Try it » Nothing but the lines holding the string "Сельце" should appear in the answer. Copy them from the entries.

Available records »
____________________

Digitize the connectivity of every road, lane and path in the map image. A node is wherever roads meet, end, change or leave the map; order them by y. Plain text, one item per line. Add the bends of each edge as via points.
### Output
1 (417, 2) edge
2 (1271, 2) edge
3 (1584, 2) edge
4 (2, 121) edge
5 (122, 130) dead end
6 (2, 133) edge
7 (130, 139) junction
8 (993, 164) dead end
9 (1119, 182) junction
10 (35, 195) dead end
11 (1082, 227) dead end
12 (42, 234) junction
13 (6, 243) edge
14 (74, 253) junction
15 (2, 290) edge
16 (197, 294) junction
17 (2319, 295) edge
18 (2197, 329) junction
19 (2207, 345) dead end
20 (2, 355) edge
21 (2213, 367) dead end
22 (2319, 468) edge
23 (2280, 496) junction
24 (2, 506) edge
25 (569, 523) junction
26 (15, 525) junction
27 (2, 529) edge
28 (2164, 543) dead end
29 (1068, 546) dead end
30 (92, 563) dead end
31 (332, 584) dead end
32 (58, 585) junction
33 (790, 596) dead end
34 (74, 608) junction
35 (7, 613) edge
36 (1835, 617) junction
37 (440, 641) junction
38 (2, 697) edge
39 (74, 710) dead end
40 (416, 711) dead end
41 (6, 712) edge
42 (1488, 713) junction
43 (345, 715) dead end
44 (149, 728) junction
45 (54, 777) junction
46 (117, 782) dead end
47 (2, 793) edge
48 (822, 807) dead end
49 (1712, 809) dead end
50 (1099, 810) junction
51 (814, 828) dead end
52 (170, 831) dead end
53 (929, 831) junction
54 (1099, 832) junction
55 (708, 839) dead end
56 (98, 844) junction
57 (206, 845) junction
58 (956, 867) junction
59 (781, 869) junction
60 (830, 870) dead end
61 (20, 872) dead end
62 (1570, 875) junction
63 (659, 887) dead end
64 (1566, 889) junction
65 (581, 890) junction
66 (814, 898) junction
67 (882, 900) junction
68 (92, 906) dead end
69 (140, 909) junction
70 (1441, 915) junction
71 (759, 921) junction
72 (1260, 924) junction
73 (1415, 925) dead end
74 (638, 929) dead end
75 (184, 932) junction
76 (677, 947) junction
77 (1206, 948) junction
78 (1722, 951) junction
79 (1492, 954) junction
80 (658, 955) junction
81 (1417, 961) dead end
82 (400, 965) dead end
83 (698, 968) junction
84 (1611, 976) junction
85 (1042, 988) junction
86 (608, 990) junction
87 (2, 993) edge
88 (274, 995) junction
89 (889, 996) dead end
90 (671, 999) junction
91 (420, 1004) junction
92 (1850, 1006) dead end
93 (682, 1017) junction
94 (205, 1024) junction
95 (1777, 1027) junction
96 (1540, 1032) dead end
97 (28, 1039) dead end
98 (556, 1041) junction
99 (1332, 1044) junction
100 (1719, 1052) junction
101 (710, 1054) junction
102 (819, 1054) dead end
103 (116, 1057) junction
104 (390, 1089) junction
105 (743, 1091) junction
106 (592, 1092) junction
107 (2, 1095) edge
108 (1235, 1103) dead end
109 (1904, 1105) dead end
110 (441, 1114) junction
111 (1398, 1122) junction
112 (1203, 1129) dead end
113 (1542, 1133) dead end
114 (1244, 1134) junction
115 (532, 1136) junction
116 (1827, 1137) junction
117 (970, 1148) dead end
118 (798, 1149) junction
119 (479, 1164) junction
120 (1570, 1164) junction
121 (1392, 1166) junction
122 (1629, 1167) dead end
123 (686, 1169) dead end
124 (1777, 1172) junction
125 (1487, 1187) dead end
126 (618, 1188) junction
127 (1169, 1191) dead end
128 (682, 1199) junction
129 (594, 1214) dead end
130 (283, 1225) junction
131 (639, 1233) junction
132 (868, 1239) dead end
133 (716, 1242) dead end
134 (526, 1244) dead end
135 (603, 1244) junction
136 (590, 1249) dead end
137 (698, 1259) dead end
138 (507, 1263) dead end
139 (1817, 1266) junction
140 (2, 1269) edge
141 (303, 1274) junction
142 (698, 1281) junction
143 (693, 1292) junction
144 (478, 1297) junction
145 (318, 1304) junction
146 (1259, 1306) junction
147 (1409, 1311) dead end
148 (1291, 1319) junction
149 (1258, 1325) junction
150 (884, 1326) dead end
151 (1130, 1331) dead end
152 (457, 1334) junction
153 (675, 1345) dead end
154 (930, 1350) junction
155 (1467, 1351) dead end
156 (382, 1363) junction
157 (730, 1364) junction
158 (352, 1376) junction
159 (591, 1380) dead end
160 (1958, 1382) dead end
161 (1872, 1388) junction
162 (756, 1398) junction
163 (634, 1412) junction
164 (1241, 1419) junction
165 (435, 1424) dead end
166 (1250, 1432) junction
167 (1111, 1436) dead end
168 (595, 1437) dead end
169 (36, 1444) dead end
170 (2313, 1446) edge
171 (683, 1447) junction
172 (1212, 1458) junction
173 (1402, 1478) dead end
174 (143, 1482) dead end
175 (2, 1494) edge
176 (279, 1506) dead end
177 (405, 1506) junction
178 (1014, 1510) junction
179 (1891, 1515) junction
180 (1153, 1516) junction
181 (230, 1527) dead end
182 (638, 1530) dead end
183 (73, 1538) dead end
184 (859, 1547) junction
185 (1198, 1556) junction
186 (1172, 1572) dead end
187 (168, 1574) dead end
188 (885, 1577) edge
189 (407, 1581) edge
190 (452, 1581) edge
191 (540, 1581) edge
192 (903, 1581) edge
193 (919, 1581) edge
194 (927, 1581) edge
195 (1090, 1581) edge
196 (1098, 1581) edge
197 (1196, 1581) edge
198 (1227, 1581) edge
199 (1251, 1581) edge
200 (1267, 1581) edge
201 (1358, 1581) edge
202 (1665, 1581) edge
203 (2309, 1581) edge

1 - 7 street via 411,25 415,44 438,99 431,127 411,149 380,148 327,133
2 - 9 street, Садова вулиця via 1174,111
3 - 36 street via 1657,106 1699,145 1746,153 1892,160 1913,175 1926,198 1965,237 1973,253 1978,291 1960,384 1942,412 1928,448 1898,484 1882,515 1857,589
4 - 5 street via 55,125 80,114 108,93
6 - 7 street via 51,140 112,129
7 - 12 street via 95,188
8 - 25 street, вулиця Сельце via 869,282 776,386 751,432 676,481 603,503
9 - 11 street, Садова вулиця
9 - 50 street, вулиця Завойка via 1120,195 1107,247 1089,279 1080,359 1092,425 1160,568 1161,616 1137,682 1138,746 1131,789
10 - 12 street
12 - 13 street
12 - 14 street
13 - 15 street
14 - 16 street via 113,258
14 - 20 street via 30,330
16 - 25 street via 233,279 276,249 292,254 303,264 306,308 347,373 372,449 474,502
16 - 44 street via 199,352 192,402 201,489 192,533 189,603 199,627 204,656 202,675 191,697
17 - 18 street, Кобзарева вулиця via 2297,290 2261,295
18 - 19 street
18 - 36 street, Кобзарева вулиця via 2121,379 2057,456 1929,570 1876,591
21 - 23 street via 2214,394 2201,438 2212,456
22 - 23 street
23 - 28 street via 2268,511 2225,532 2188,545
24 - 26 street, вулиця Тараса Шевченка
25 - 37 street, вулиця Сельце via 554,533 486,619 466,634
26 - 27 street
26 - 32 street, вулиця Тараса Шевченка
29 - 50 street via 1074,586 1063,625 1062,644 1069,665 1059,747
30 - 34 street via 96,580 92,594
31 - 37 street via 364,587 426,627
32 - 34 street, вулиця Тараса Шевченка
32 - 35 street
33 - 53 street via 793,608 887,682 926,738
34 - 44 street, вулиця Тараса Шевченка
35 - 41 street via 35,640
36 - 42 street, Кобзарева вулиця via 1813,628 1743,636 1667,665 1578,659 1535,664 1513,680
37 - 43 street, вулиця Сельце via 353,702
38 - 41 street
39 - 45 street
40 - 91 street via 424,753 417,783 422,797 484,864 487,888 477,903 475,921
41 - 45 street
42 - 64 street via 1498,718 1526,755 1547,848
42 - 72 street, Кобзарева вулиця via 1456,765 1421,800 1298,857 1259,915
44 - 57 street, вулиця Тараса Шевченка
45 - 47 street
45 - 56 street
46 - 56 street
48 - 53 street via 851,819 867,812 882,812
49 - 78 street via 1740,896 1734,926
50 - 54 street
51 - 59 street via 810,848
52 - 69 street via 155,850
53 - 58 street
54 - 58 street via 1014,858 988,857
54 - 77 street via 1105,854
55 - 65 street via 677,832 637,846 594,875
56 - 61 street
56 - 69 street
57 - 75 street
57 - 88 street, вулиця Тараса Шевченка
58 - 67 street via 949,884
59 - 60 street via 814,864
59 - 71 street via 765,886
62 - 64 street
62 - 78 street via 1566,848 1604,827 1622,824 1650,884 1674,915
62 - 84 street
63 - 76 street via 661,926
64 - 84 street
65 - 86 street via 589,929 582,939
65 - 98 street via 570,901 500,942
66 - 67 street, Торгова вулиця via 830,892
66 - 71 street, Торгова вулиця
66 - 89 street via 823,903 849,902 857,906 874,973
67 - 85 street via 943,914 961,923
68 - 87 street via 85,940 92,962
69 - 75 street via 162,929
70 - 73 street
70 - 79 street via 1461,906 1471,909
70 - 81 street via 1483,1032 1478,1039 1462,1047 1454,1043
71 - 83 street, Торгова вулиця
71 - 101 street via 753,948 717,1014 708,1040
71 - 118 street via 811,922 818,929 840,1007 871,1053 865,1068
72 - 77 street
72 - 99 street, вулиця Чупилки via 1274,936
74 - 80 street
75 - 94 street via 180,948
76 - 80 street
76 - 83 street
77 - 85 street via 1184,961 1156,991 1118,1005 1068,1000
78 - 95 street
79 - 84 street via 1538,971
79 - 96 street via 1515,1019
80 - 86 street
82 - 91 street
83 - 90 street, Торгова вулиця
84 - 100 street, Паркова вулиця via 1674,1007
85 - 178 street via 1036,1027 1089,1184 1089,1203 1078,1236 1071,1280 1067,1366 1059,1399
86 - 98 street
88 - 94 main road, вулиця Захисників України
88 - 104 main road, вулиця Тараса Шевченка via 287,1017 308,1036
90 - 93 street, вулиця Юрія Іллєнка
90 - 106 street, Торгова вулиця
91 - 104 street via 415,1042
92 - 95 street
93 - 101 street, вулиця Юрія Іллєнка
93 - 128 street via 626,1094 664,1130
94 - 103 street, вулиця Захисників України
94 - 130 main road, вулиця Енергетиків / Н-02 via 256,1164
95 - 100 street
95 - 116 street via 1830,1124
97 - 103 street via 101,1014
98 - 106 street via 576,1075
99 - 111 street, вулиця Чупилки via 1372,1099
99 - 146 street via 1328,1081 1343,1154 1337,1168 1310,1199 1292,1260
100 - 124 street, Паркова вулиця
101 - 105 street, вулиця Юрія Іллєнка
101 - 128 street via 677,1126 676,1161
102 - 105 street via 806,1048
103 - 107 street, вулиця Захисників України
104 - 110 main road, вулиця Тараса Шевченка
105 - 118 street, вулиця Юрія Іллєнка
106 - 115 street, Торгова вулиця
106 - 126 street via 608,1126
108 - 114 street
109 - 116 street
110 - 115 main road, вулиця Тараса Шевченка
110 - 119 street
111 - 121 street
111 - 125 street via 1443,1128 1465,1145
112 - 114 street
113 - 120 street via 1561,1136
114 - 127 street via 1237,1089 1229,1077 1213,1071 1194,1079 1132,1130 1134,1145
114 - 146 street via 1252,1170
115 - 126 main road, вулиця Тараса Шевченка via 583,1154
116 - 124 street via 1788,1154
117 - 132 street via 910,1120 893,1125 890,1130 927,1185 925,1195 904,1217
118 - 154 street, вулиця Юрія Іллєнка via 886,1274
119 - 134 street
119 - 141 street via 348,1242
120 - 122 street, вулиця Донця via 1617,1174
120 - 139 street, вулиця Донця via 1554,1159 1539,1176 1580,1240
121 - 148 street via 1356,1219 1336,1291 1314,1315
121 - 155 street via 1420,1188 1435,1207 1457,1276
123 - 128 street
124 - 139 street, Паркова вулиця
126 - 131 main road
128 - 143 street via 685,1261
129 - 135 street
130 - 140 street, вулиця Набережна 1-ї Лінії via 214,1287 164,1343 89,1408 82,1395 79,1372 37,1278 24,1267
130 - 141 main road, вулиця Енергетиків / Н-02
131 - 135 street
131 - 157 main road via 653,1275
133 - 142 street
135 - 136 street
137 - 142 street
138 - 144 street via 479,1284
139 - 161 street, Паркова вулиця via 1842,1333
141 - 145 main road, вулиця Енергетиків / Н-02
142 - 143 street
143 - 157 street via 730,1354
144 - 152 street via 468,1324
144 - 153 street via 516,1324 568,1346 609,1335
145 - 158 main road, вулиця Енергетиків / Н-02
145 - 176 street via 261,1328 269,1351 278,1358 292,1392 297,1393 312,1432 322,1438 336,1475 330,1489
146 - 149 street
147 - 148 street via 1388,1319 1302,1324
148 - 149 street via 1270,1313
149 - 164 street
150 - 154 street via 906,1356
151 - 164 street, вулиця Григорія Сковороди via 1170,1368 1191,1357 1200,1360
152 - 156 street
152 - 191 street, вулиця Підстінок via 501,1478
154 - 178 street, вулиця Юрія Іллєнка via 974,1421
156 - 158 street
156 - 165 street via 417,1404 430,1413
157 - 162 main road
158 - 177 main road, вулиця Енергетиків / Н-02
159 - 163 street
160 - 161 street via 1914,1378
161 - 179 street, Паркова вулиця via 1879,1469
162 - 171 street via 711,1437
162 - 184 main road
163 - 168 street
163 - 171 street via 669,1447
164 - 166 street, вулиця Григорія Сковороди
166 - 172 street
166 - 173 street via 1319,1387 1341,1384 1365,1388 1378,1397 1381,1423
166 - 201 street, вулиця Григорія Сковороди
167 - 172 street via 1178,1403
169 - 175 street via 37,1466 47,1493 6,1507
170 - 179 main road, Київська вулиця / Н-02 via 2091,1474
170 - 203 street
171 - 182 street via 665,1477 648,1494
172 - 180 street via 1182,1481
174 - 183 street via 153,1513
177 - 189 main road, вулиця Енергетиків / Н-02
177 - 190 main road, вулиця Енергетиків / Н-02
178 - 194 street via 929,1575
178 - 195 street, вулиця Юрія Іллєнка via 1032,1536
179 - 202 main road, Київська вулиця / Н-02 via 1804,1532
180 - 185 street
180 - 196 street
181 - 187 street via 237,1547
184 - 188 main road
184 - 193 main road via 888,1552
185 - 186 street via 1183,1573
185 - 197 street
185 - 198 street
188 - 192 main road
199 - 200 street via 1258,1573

____________________

Response to this exercise »
8 - 25 street, вулиця Сельце via 869,282 776,386 751,432 676,481 603,503
25 - 37 street, вулиця Сельце via 554,533 486,619 466,634
37 - 43 street, вулиця Сельце via 353,702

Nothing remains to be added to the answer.